2023 — severe weather season off to quite a start
Quieter weather ahead this week given the cool pattern underway—expected to last into next week
An interesting post and analysis on the Chicago 2023 SEVERE WEATHER SCENE from my NWS-Chicago colleagues who report in a post today (Monday):
“Our local severe weather season is off to a very active start. We’ve already seen 10 more tornadoes than the annual average, and saw several rounds of damaging wind and hail storms in March and April. Our typical peak of the severe weather season is May through June.”

A MAJOR “G4” INTENSITY GEOMAGNETIC STORM
Sunday night set off a spectacular Northern Lights display visible in places far south of regions most often able to see Auroral displays in the Northern Hemisphere—Auroras were reported in Europe and in Australia in the Southern Hemisphere
- Most often, auroral displays are seen across Alaska, Canada and Scandanavia. But last night’s displays were visible much farther south.
- Robert Steenburgh, space weather scientist at NOAA’s Space Weather Center in Colorado, is quoted by the New York Times saying, “The sun spit off a big blob of plasma,” Mr. Steenburgh said. “The burst of energy, which has its own magnetic field, had been moving through space and reached Earth’s magnetic field on Sunday, when the two collided to create a geomagnetic storm, he said. ‘It got our magnetosphere pretty revved up.’”
- Huge geomagnetic storms like last night’s have been known to produce Northern Lights visible as far south as the equator. They’re not as uncommon as you might think with 100 such displays apt to occur somewhere on the planet every decade (i.e. 10 years).
- Also, here are nighttime weather satellite camera views of the aurora posted by the folks at CIMSS (the Cooperative Institute for Meteorological Satellite Studies) at the University of Wisconsin-Madison, as well as auroral displays posted in Australia by the Bureau of Meteorology (BOM). Also posted are some spectacular shots of the National Weather Service Forecast Office at Riverton, Wyoming.
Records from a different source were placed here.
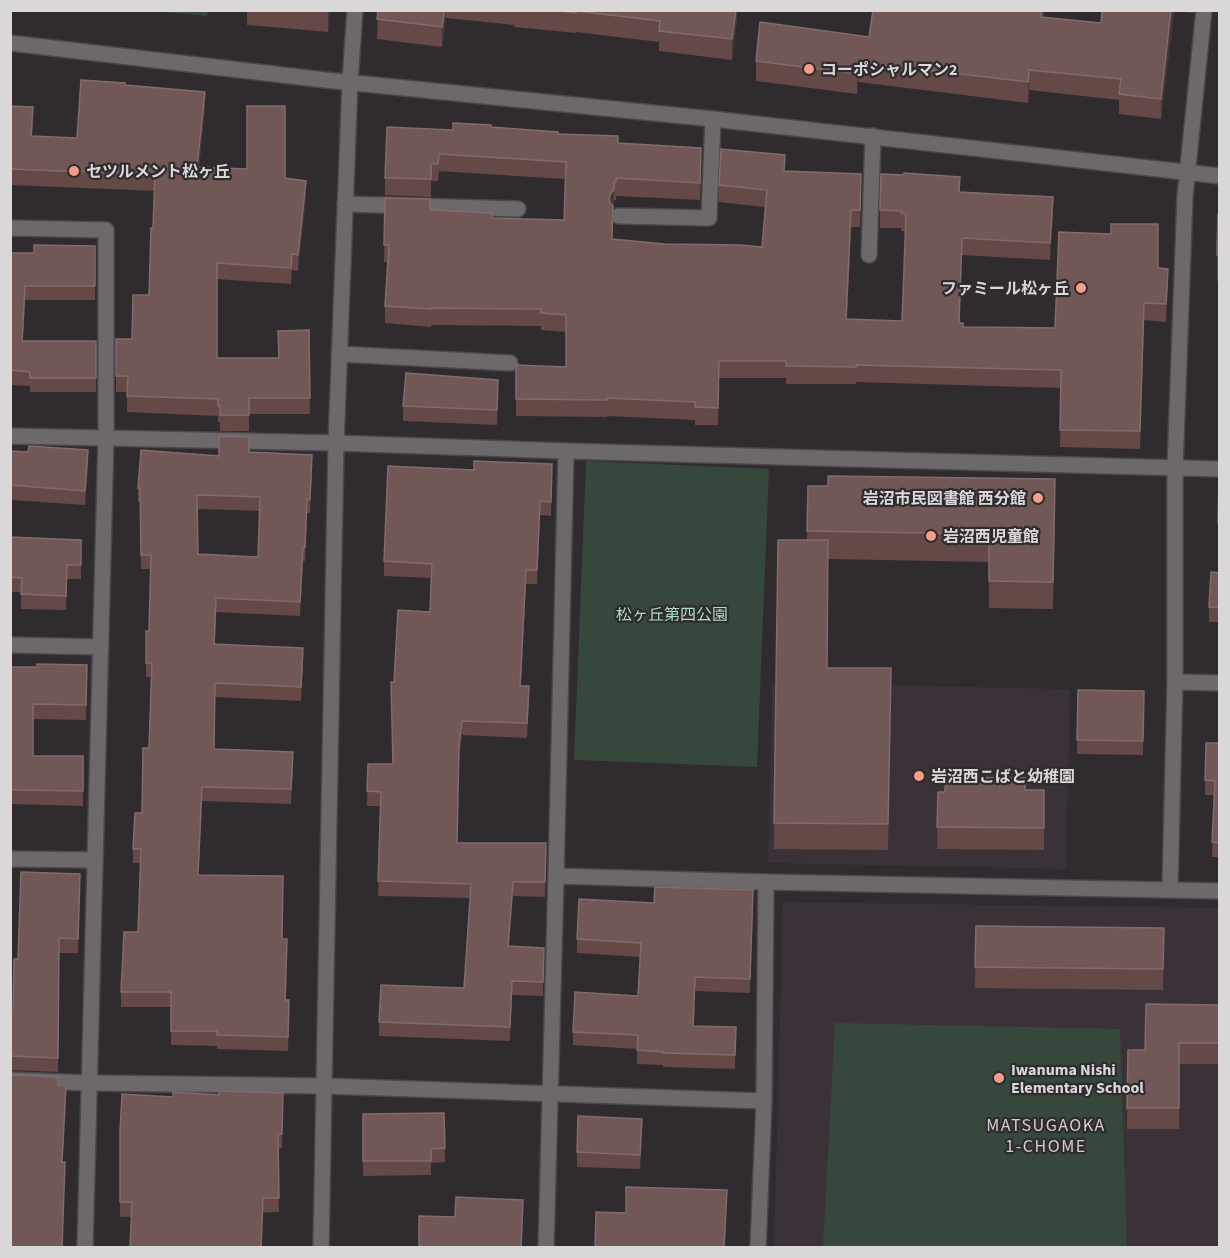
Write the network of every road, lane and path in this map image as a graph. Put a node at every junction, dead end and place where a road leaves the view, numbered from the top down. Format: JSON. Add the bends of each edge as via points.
{"nodes":[{"id":1,"x":355,"y":10,"type":"edge"},
{"id":2,"x":1204,"y":10,"type":"edge"},
{"id":3,"x":10,"y":43,"type":"edge"},
{"id":4,"x":350,"y":82,"type":"junction"},
{"id":5,"x":713,"y":119,"type":"junction"},
{"id":6,"x":873,"y":136,"type":"junction"},
{"id":7,"x":1186,"y":173,"type":"junction"},
{"id":8,"x":1220,"y":176,"type":"edge"},
{"id":9,"x":345,"y":204,"type":"junction"},
{"id":10,"x":518,"y":209,"type":"dead end"},
{"id":11,"x":619,"y":216,"type":"dead end"},
{"id":12,"x":10,"y":228,"type":"edge"},
{"id":13,"x":869,"y":255,"type":"dead end"},
{"id":14,"x":339,"y":354,"type":"junction"},
{"id":15,"x":510,"y":363,"type":"dead end"},
{"id":16,"x":10,"y":436,"type":"edge"},
{"id":17,"x":106,"y":438,"type":"junction"},
{"id":18,"x":336,"y":443,"type":"junction"},
{"id":19,"x":566,"y":451,"type":"junction"},
{"id":20,"x":1175,"y":468,"type":"junction"},
{"id":21,"x":1220,"y":469,"type":"edge"},
{"id":22,"x":10,"y":645,"type":"edge"},
{"id":23,"x":101,"y":647,"type":"junction"},
{"id":24,"x":1174,"y":682,"type":"junction"},
{"id":25,"x":1220,"y":683,"type":"edge"},
{"id":26,"x":10,"y":859,"type":"edge"},
{"id":27,"x":95,"y":860,"type":"junction"},
{"id":28,"x":556,"y":876,"type":"junction"},
{"id":29,"x":766,"y":882,"type":"junction"},
{"id":30,"x":1170,"y":890,"type":"junction"},
{"id":31,"x":1220,"y":891,"type":"edge"},
{"id":32,"x":10,"y":1080,"type":"edge"},
{"id":33,"x":90,"y":1083,"type":"junction"},
{"id":34,"x":325,"y":1086,"type":"junction"},
{"id":35,"x":550,"y":1094,"type":"junction"},
{"id":36,"x":764,"y":1101,"type":"junction"},
{"id":37,"x":85,"y":1248,"type":"edge"},
{"id":38,"x":321,"y":1248,"type":"edge"},
{"id":39,"x":546,"y":1248,"type":"edge"},
{"id":40,"x":758,"y":1248,"type":"edge"}],
"edges":[{"from":1,"to":4,"type":"street"},
{"from":2,"to":7,"type":"street"},
{"from":3,"to":4,"type":"street"},
{"from":4,"to":5,"type":"street"},
{"from":4,"to":9,"type":"street"},
{"from":5,"to":6,"type":"street"},
{"from":5,"to":11,"type":"street","via":[[709,218]]},
{"from":6,"to":7,"type":"street"},
{"from":6,"to":13,"type":"street"},
{"from":7,"to":8,"type":"street"},
{"from":7,"to":20,"type":"street"},
{"from":9,"to":10,"type":"street"},
{"from":9,"to":14,"type":"street"},
{"from":12,"to":17,"type":"street","via":[[106,230]]},
{"from":14,"to":15,"type":"street"},
{"from":14,"to":18,"type":"street"},
{"from":16,"to":17,"type":"street"},
{"from":17,"to":18,"type":"street"},
{"from":17,"to":23,"type":"street"},
{"from":18,"to":19,"type":"street"},
{"from":18,"to":34,"type":"street"},
{"from":19,"to":20,"type":"street"},
{"from":19,"to":28,"type":"street"},
{"from":20,"to":21,"type":"street"},
{"from":20,"to":24,"type":"street"},
{"from":22,"to":23,"type":"street"},
{"from":23,"to":27,"type":"street"},
{"from":24,"to":25,"type":"street"},
{"from":24,"to":30,"type":"street"},
{"from":26,"to":27,"type":"street"},
{"from":27,"to":33,"type":"street"},
{"from":28,"to":29,"type":"street"},
{"from":28,"to":35,"type":"street"},
{"from":29,"to":30,"type":"street"},
{"from":29,"to":36,"type":"street"},
{"from":30,"to":31,"type":"street"},
{"from":32,"to":33,"type":"street"},
{"from":33,"to":34,"type":"street"},
{"from":33,"to":37,"type":"street"},
{"from":34,"to":35,"type":"street"},
{"from":34,"to":38,"type":"street"},
{"from":35,"to":36,"type":"street"},
{"from":35,"to":39,"type":"street"},
{"from":36,"to":40,"type":"street"}]}
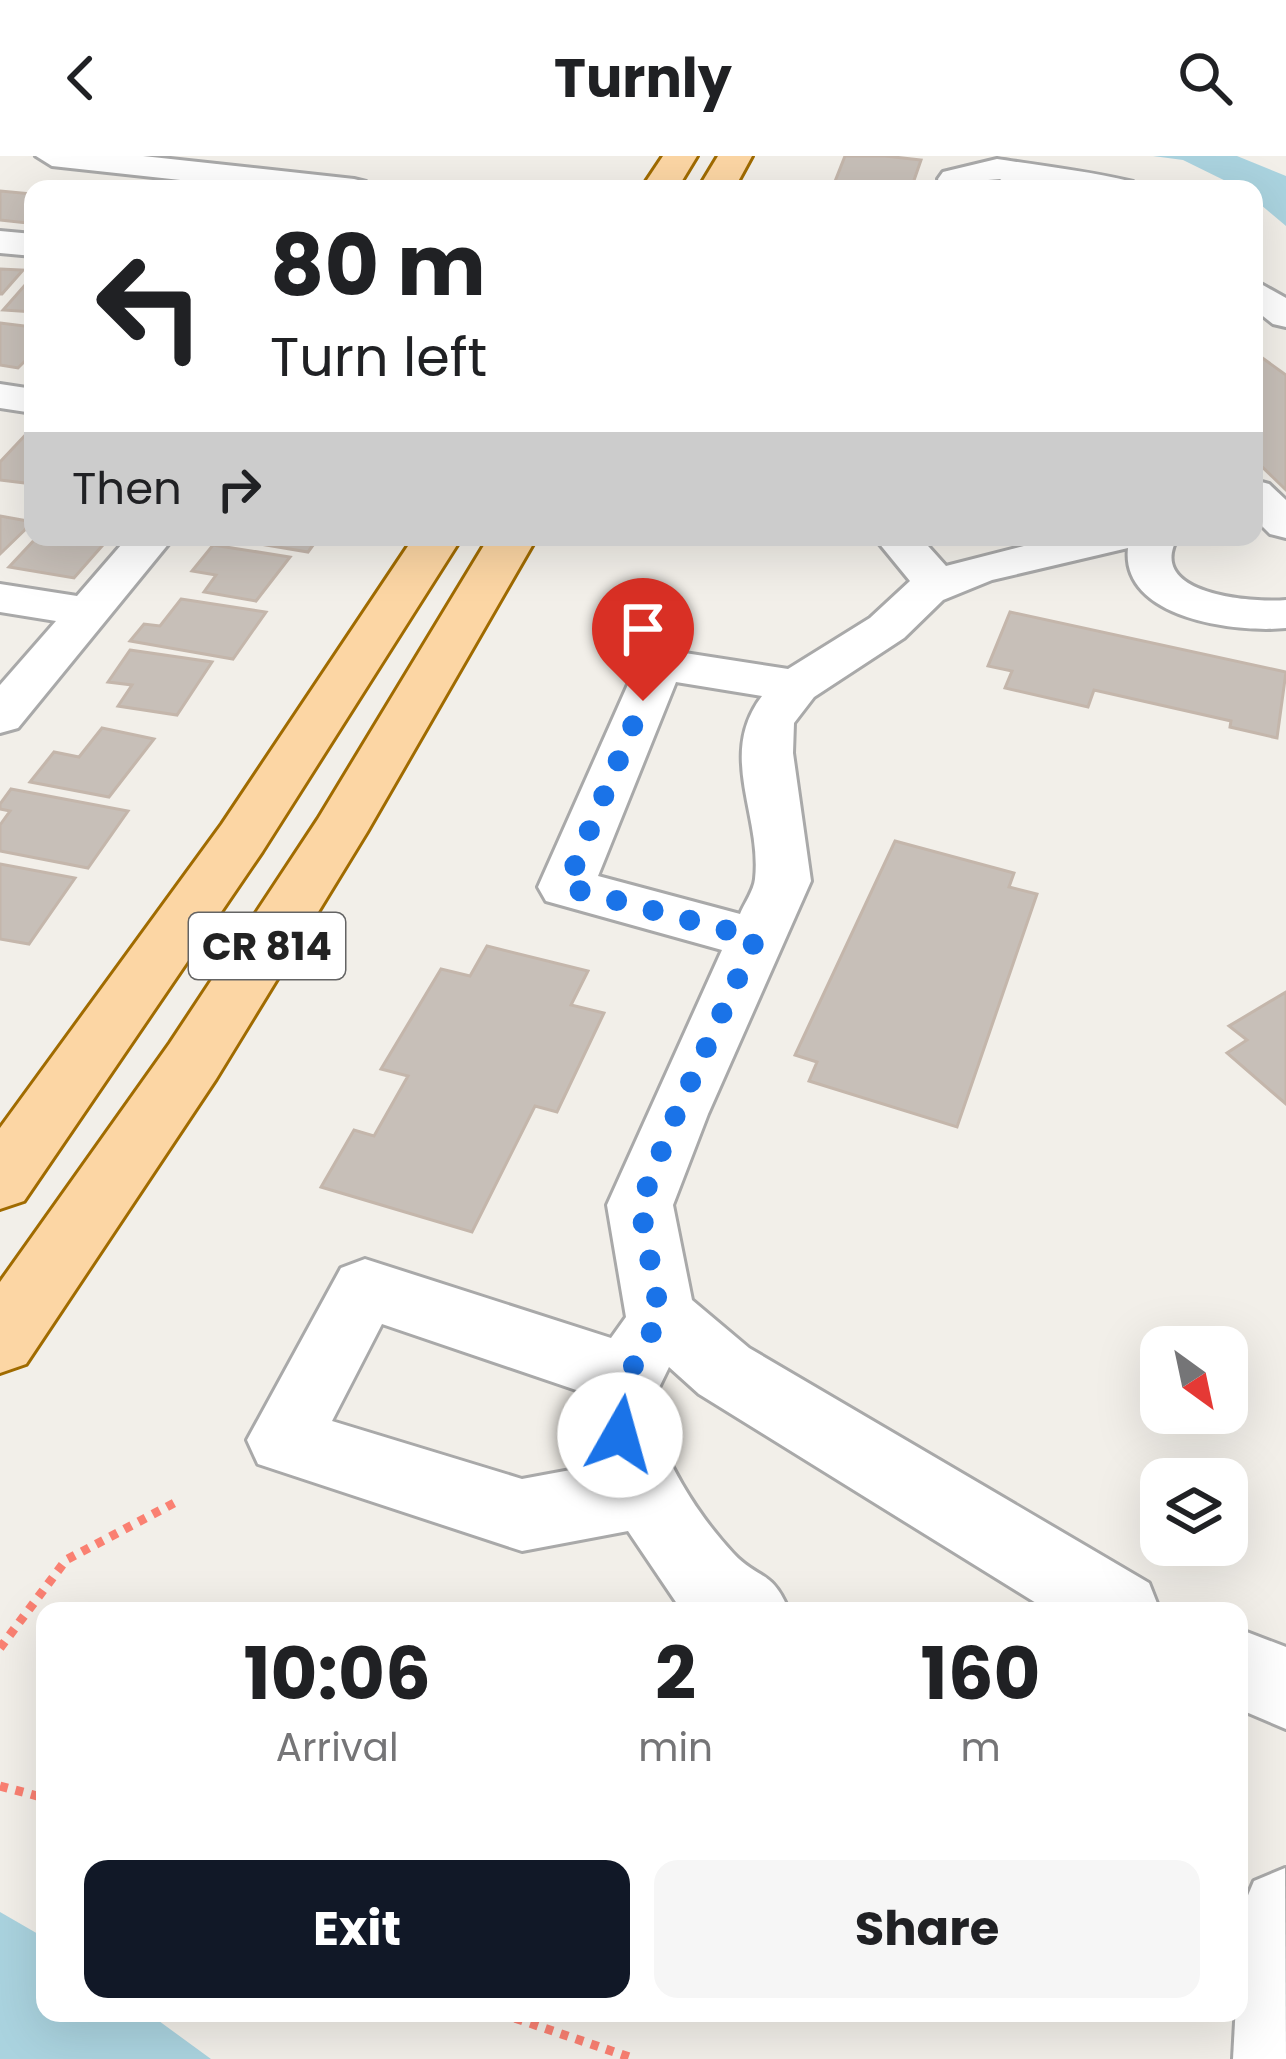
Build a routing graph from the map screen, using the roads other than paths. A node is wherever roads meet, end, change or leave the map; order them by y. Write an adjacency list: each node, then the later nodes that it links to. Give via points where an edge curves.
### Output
1 (52, 156): 2 (street)
2 (272, 180)
3 (956, 180): 4 (street, via 973,170 1001,170)
4 (1021, 180)
5 (1263, 503): 6 (street)
6 (1286, 528)
7 (145, 546): 17 (street)
8 (432, 546): 22 (main road, CR 814, via 193,910)
9 (508, 546): 23 (main road, CR 814, via 194,1060)
10 (904, 546): 14 (street)
11 (1076, 546): 13 (street)
12 (1150, 546): 15 (street, via 1158,578)
13 (1037, 555): 14 (street); 15 (street)
14 (938, 585): 19 (street)
15 (1177, 594): 18 (street, via 1234,615)
16 (0, 598): 17 (street)
17 (91, 612): 20 (street)
18 (1286, 614)
19 (796, 686): 21 (street, via 769,722 783,881); 21 (street, via 659,664 566,887)
20 (0, 717)
21 (756, 938): 24 (street, via 640,1205)
22 (0, 1181)
23 (0, 1341)
24 (644, 1346): 25 (street, via 612,1406); 25 (street, via 365,1288 284,1440 522,1515); 27 (street, via 724,1371)
25 (645, 1492): 26 (street, via 707,1582)
26 (737, 1602)
27 (1105, 1602)
28 (1248, 1673): 29 (street)
29 (1286, 1688)
30 (1248, 1898): 31 (street)
31 (1286, 1912): 32 (street)
32 (1280, 2059)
FULL-DAY TEMP DEPARTURES FROM NORMAL
Extended spell of subnormal chill to persist well into next week


The chill is on with March-level temperatures Tuesday and Wednesday
- Modest “warming” is ahead Thursday and Friday, tempered by lakeside cooling. But, another healthy slug of unseasonably chilly air dives into the nation’s mid-section and spins up a sluggish, slow-moving spring storm system over the coming weekend into early next week
- Modeling hints at a return to something closer to normal the following week, but that’s 12 days off
- Above normal days have outnumbered below normal days by a margin of more than 2 to 1 to date here in Chicago—specifically 75 above normal days to 34 below normal days with just 4 days finishing “normal” since January 1.
- April currently ranks 9th warmest of all Aprils since 1873–and 2023 ranks 6th warmest of the past 151 years.
- You wouldn’t know that Chicago’s stats look so “warm” after the weekend chill and the cool air which has settled over the area with the arrival of northeast winds Tuesday into Wednesday
- A check of Tuesday temps indicates the predicted high of 47 places the day in the chilliest 20% of April 25s on the books for the past 151 years. Only 31 of the past 151 April 25s have remained in the 40s. A high temp of 47 is 15-degrees below the normal high of 62. And, Wednesday’s 49-degree predicted high won’t be much better.

“WARMING” THURSDAY AND FRIDAY WILL BE MODEST BUT AN IMPROVEMENT—THOUGH LAKE BREEZES WILL KEEP TEMPS A GOOD DEAL LOWER (MID 40s TO MID 50s ALONG LAKE MICHIGAN
- And this weekend we will see another pool of unseasonably cool and unstable air (air which favors a good deal of cloudiness and showers) take up residence over the Midwest—a feature which is to linger into next week. But, there are signs temperatures are to bounce back to more seasonable levels (i.e., hovering around 70 degrees by the week after next)
- That’s quite a way off, but the signs “warming” may take hold have been showing up on multiple models over the past week. This bolsters confidence that the forecast is to maintain a level of consistency having been “teased” by the 80s a week ago.